E quindi, fondamentalmente, il tragico, anche nel nostro rapporto col mondo, è sempre presente, presente in noi, nella nostra contraddizione. Per questo il teatro non smetterà mai di avere un fascino incredibile nelle persone. Perché è lo specchio della contraddizione che è la contraddizione dell’uomo. Quindi io non posso che abbracciare il pensiero tragico. Perché il pensiero tragico è comunque un pensiero che parte dal presupposto del rapporto dell’uomo con Dio. E che la contraddizione è nel Dio. Il teatro greco insegna che bene e male sono compresenti.
Tra i vari miti classici, ce n’è qualcuno che ti affascina particolarmente, che senti più vicino e perché?
Sono tantissimi. Prometeo, perché contiene tutto. Prometeo dichiara di aver ingannato gli umani con false speranze. La speranza è in qualche modo un inganno. Prometeo appunto contiene tutti i temi del nostro rapporto con il divino e del nostro rapporto con la tecnica.
L’Ippolito. Dio lo punisce per interposta persona, aspetto interessante. Punisce Ippolito perché non è dedito al culto di Afrodite e lo punisce come? Scatenando in Fedra un desiderio lacerante che la porterà poi alla morte. Anche quello è un mito interessante perché ci insegna come non ci si può sottrarre alla compromissione col mondo. In fondo, nella compromissione col mondo, nella calunnia di Fedra, c’è a mio avviso il tentativo di portare l’Ippolito con sé, di sporcarlo con sé, calunniandolo lo umanizza. Nessuno si può sottrarre ad Afrodite. Nessuno si può sottrarre alla compromissione, soprattutto dell’amore, che è la forza più grande.
L’Edipo Re a mio avviso è la tragedia per antonomasia. Questo lo diceva già Hegel. Da un punto di vista anche dell’antropologia mimetica che io seguo, soprattutto nella riformulazione di Giuseppe Fornari, che peraltro conosco personalmente e con il quale c’è un rapporto di stima reciproca, sicuramente Le Baccanti perché è proprio il racconto dell’origine della civiltà, dell’origine violenta della civilizzazione.

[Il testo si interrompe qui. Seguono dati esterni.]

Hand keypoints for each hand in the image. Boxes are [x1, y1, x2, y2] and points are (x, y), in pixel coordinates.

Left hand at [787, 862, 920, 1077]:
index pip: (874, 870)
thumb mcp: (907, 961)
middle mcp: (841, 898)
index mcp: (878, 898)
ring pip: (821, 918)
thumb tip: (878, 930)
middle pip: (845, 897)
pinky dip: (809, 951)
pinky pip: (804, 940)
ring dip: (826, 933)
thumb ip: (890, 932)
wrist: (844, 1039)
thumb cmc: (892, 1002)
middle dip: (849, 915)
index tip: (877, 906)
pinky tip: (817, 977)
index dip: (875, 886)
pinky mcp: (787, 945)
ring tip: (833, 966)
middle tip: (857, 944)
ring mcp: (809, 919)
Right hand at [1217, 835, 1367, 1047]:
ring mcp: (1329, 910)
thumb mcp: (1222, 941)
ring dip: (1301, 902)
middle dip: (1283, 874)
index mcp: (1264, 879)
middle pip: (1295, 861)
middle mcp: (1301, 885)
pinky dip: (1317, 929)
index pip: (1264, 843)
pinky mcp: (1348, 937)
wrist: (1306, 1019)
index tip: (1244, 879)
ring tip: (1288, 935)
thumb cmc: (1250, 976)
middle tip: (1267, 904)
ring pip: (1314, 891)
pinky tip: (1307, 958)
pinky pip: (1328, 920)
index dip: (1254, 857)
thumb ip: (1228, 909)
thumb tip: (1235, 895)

ti volevo chiedere quale debba essere l’approccio dell’attore al personaggio
Io parto da un presupposto che l’attore è doppio, è multiforme e soprattutto è un sacerdote che mi affascina profondamente e che officia un rito che a me è precluso. Io parlerei quasi di differenza ontologica tra attore e regista. In questo Peter Brook aveva ragione non si può prescindere dalla presenza dell’attore, è quello che è, il suo corpo comunica, la sua presenza arriva prima di lui, e quindi bisogna lavorare sull’attore, con l’attore, per quello che l’attore ti può dare, per quello che l’attore comunica prima del personaggio, e prima di qualsiasi lavoro sul personaggio. Un buon regista, secondo me, dovrebbe fare questo.
Credo anche che la scelta del cast sia, in questo era Visconti ad avere ragione, il 50% della riuscita di uno spettacolo, perché in fondo esiste un personaggio che corrisponde ad un attore. Credo nel portare il personaggio all’attore, però senza che questo significhi pigrizia, perché può anche sembrare un tentativo pigro di non affrontare l’ignoto. Il personaggio è l’ignoto, lo dobbiamo affrontare, però lo affrontiamo per come siamo noi.

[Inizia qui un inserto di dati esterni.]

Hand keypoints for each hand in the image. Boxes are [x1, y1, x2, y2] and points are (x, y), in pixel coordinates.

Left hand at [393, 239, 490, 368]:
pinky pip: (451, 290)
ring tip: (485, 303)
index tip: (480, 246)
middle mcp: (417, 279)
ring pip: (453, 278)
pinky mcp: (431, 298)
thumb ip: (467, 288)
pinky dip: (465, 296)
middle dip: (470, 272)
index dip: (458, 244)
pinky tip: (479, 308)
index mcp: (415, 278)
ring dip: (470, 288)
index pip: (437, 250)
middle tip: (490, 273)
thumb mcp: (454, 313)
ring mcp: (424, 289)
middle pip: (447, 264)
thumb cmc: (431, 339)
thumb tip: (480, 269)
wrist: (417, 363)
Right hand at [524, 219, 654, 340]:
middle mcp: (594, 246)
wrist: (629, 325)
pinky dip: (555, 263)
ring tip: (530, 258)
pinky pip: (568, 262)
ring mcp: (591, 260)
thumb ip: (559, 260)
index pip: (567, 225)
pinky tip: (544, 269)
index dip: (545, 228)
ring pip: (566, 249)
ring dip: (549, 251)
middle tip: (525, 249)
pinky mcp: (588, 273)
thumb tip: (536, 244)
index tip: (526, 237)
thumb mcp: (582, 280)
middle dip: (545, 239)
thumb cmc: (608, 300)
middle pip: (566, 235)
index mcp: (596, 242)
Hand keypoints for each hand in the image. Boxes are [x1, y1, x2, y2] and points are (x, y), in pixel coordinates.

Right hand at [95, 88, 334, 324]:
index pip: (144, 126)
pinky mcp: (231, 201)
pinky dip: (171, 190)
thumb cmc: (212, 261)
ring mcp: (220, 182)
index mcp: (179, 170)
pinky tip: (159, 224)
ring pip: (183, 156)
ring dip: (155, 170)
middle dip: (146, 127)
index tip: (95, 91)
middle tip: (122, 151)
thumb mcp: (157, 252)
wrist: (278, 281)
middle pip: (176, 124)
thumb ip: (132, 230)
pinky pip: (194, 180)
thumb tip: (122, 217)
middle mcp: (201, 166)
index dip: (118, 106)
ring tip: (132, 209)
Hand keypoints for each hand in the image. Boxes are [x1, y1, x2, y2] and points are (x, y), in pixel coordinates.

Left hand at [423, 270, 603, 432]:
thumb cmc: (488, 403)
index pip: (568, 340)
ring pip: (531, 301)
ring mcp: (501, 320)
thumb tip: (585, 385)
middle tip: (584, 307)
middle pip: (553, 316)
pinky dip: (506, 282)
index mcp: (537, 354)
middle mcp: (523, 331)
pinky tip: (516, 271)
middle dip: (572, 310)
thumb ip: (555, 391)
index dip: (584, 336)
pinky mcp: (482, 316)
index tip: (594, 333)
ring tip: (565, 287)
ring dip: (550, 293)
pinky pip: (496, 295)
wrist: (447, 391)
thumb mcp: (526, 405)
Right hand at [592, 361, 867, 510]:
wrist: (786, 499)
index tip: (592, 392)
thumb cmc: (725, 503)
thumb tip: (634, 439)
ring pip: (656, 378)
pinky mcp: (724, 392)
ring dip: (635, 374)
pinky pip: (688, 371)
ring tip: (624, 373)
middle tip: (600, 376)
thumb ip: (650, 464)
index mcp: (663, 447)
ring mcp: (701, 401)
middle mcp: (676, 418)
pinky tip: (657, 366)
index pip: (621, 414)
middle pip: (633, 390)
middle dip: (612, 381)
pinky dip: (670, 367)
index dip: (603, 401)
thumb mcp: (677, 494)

Qual è la sfida maggiore per un direttore creativo?
Il festival lo co-dirigo insieme a Francesco Verdinelli, un musicista di grande livello, compositore, e diciamo ci siamo un po’ divisi tra virgolette la parte musicale e la parte teatrale. La sfida è quella organizzativa, quella di mettere su un team, e io sono fortunato perché ho dei compagni di viaggio bravissimi, degli assistenti meravigliosi, che fanno questo lavoro con amore. Questo è un lavoro che si può fare solo amandolo, non c’è altra possibilità di farlo, lo devi amare profondamente. Le sfide sono state quelle di puntare sulla cultura, cercare di non fare operazioni ambigue, questa è un’operazione puramente culturale, non c’è nulla di commerciale, non c’è un’economia, in realtà c’è un finanziamento e si cerca di fare cose belle dentro quel finanziamento, mettendo sempre davanti la qualità.

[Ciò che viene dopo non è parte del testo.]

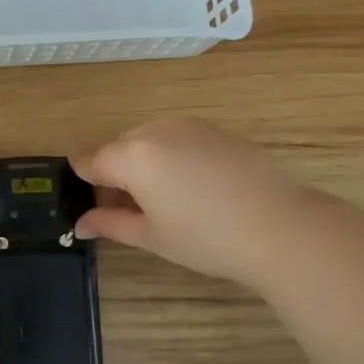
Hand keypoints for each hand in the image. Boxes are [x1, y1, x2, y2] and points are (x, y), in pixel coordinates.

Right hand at [73, 118, 311, 291]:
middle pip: (118, 147)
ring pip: (148, 141)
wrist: (281, 226)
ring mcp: (188, 125)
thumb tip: (81, 223)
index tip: (90, 204)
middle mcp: (155, 130)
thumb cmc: (207, 238)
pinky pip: (177, 138)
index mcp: (132, 155)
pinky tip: (193, 189)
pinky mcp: (216, 129)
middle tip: (129, 212)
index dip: (83, 181)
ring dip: (144, 164)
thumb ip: (110, 223)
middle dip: (115, 174)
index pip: (88, 159)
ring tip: (164, 202)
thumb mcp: (151, 236)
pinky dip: (171, 157)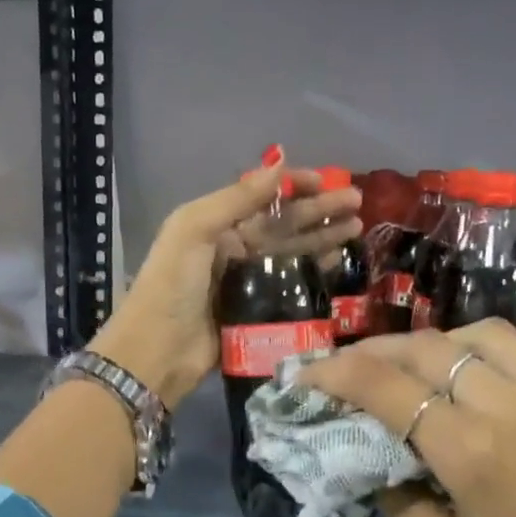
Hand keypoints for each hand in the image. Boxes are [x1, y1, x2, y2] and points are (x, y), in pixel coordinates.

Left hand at [89, 163, 361, 407]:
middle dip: (320, 211)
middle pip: (284, 224)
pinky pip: (292, 287)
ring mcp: (248, 282)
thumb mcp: (194, 229)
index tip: (327, 180)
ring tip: (357, 228)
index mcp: (216, 225)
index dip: (295, 187)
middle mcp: (233, 249)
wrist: (158, 350)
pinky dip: (315, 274)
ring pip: (293, 253)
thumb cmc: (172, 284)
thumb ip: (237, 198)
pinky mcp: (259, 313)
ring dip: (323, 238)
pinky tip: (338, 263)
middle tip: (358, 202)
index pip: (263, 199)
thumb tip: (280, 166)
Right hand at [294, 322, 515, 516]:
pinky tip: (494, 403)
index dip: (336, 373)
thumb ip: (403, 503)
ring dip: (441, 345)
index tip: (308, 375)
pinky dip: (499, 371)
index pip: (387, 387)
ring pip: (487, 336)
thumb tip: (379, 463)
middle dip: (380, 350)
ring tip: (421, 370)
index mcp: (475, 453)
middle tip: (355, 368)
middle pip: (431, 347)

La qualità per me è stata la sfida più grande, poi il rapporto con le istituzioni, che è sempre un po’ complicato, però devo ringraziare Roma Capitale perché ha creduto nel progetto, perché per la città si sta facendo tantissimo, per la riqualificazione dei parchi, della città nella sua complessità, per ripuntare sulla cultura e questo vuole essere un piccolo tassello, vogliamo farlo al meglio nel rispetto del compito che ci è stato affidato, orgogliosi e grati.